Magic Wand Icon

Kinetics: Rethinking Test-Time Scaling Laws



Carnegie Mellon University
*Indicates Equal Contribution

Kinetics Scaling Law

Kinetics Scaling
Figure 1: On AIME24, compute-optimal model choices can be up to 3× costlier than those guided by the Kinetics scaling law.

Sparse Scaling Advantage

Sparse Scaling
Figure 2: Sparse attention unlocks stronger scaling by enabling longer sequences and more parallel samples.

TL;DR: We introduce Kinetics, which challenges the traditional test-time scaling (TTS) laws by adopting a practical efficiency perspective. It reveals that prior compute-optimal approaches overlook major key-value memory access bottlenecks in various TTS strategies. By jointly considering memory and compute, the Kinetics scaling law shows that it is more efficient to scale model size up to a threshold before investing more compute in test-time scaling. Motivated by this, we propose a new scaling paradigm centered on sparse attention, which fundamentally reshapes the scaling law. According to our Sparse Kinetics scaling law, sparse attention significantly enhances the scalability and performance of TTS and becomes increasingly valuable in high-cost scenarios.

  Introduction

The existing compute-optimal test-time scaling law often favors smaller models with more test-time compute. We revisit this paradigm from a practical efficiency perspective, uncovering that the effectiveness of small models is often overestimated due to overlooked key-value (KV) memory bottlenecks introduced by inference strategies such as Best-of-N or long CoT chains.

To address this, we propose the Kinetics Scaling Law, which jointly considers both compute and memory costs.
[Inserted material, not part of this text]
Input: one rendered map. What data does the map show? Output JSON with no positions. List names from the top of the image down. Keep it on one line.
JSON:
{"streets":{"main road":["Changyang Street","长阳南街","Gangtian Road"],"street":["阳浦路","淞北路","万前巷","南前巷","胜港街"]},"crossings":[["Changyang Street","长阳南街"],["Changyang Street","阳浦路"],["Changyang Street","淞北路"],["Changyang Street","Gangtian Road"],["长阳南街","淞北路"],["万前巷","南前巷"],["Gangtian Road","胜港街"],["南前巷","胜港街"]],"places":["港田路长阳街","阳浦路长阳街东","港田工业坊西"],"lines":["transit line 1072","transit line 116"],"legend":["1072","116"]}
Unlike prior work, it shows that test-time compute is best allocated to scaling model size—up to a threshold (e.g., 14B parameters for Qwen3)—before increasing generation length. (See Figure 1)
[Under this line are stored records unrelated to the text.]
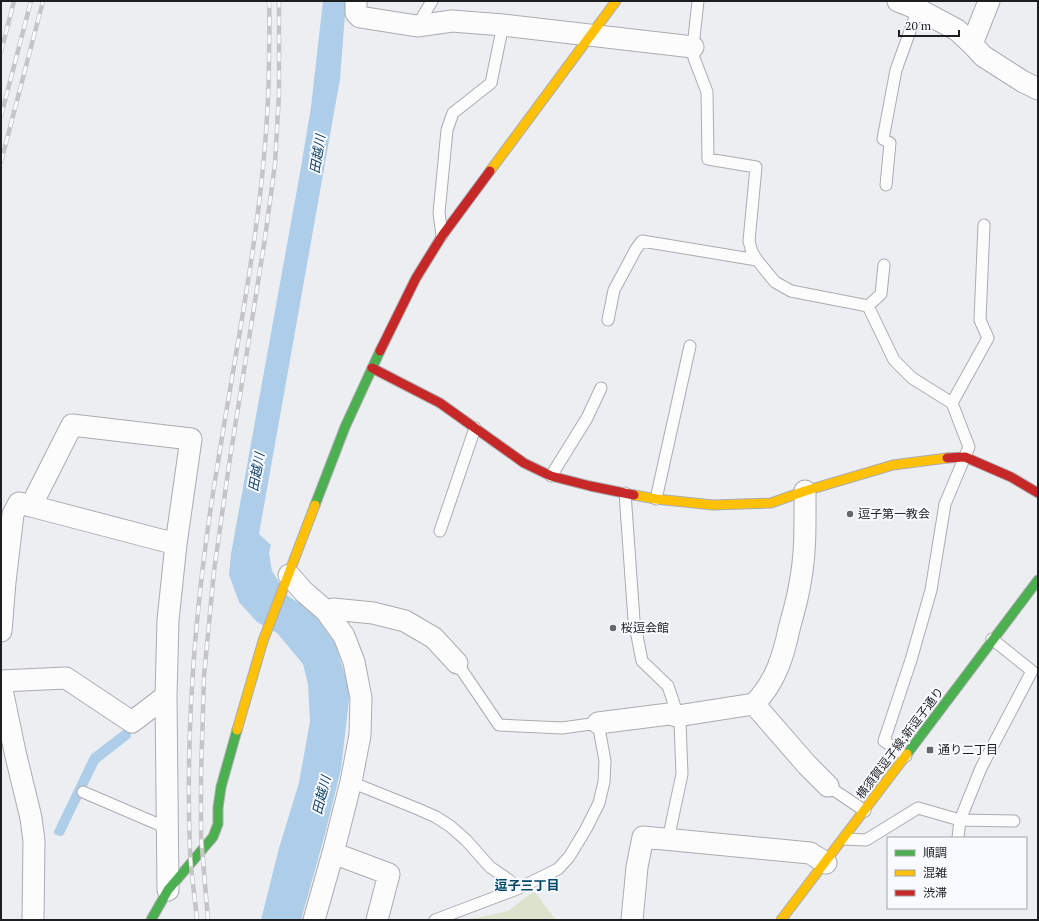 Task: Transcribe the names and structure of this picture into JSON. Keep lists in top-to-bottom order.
{
  "streets": {
    "street": ["横須賀逗子線;新逗子通り"]
  },
  "districts": ["逗子三丁目"],
  "water": ["田越川"],
  "places": {
    "other": ["逗子第一教会", "桜逗会館"],
    "transit": ["通り二丁目"]
  },
  "legend": ["順調", "混雑", "渋滞"],
  "scale_bar": "20 m"
}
Furthermore, we demonstrate that sparse attention unlocks new scaling opportunities by mitigating KV memory overhead, enabling longer generations and more parallel reasoning trials within the same budget. This leads to substantial gains in test-time accuracy and efficiency. Empirically, we show that sparse attention models consistently outperform dense counterparts, achieving over 60 points gains in low-cost regimes and over 5 points gains in high-cost regimes for problem-solving accuracy on AIME, encompassing evaluations on state-of-the-art MoEs. (See Figure 2). Moreover, according to our Sparse Kinetics scaling law, computational resources are best allocated to test-time strategies rather than reducing sparsity.

We demonstrate the practicality of Sparse Kinetics using a simple block-sparse attention mechanism, which is known to be hardware-efficient and shows a promising scalability comparable to the oracle TopK attention. Block topk attention achieves up to a 3.2 to 33.3× throughput improvement on H200 GPUs.
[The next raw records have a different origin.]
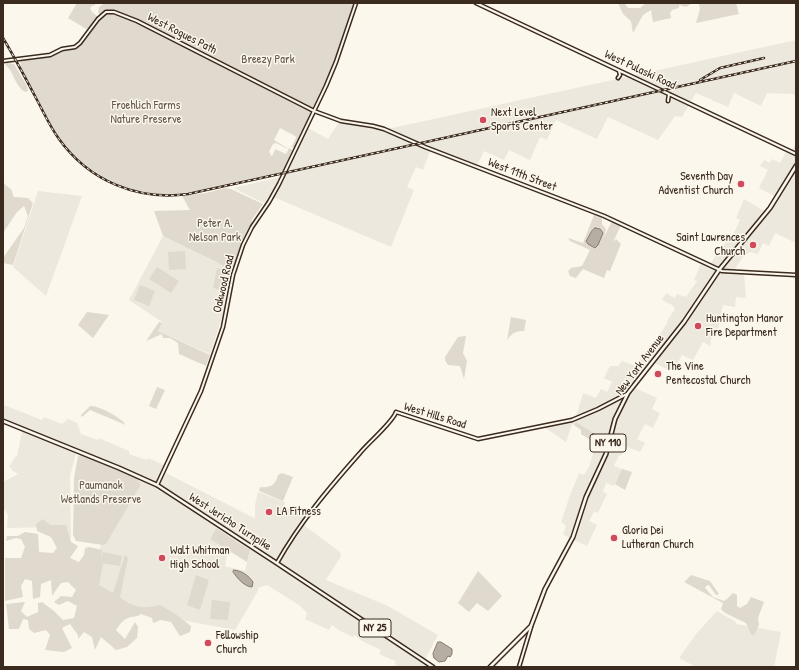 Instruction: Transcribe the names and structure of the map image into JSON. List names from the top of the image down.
{
  "streets": {
    "main road": [
      "New York Avenue",
      "NY 110",
      "West Jericho Turnpike",
      "NY 25"
    ],
    "street": [
      "West Rogues Path",
      "West Pulaski Road",
      "West 11th Street",
      "Oakwood Road",
      "West Hills Road"
    ]
  },
  "crossings": [
    ["West Rogues Path", "West 11th Street"],
    ["West Rogues Path", "Oakwood Road"],
    ["West 11th Street", "Oakwood Road"],
    ["West 11th Street", "New York Avenue"],
    ["Oakwood Road", "West Jericho Turnpike"],
    ["New York Avenue", "West Hills Road"],
    ["New York Avenue", "NY 110"],
    ["West Hills Road", "West Jericho Turnpike"]
  ],
  "parks": [
    "Breezy Park",
    "Froehlich Farms Nature Preserve",
    "Peter A. Nelson Park",
    "Paumanok Wetlands Preserve"
  ],
  "places": [
    "Next Level Sports Center",
    "Seventh Day Adventist Church",
    "Saint Lawrences Church",
    "Huntington Manor Fire Department",
    "The Vine Pentecostal Church",
    "LA Fitness",
    "Gloria Dei Lutheran Church",
    "Walt Whitman High School",
    "Fellowship Church"
  ]
}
While sparsity has traditionally been employed either for regularization in small models, or to reduce computation in over-parameterized networks, our work introduces a fundamentally different perspective: sparsity as a central enabler of efficient and scalable test-time compute. In contrast to pretraining, where scaling is exhibiting diminishing returns, TTS continues to benefit from increased token generation and more reasoning trials.

Note Box
Advanced test-time strategies shift evaluation from token-centric metrics (e.g., perplexity, latency) to task-level throughput—the number of tasks completed per unit time. This shift is especially relevant for reasoning tasks, where intermediate steps may vary widely depending on the strategy, yet the ultimate utility hinges almost entirely on the correctness of the final output. In contrast, traditional tasks like chat completions focus on token-level quality and throughput. This paradigm shift paves the way for novel algorithmic approaches, such as sparse scaling.

  Rethinking Test-Time Scaling Law

 A Holistic Cost Model for TTS

As a first step, we revisit the cost model to understand the relative importance of compute and memory in TTS and how it can affect the choice of optimal model size and TTS configurations like chain-of-thought (CoT) length or number of trials.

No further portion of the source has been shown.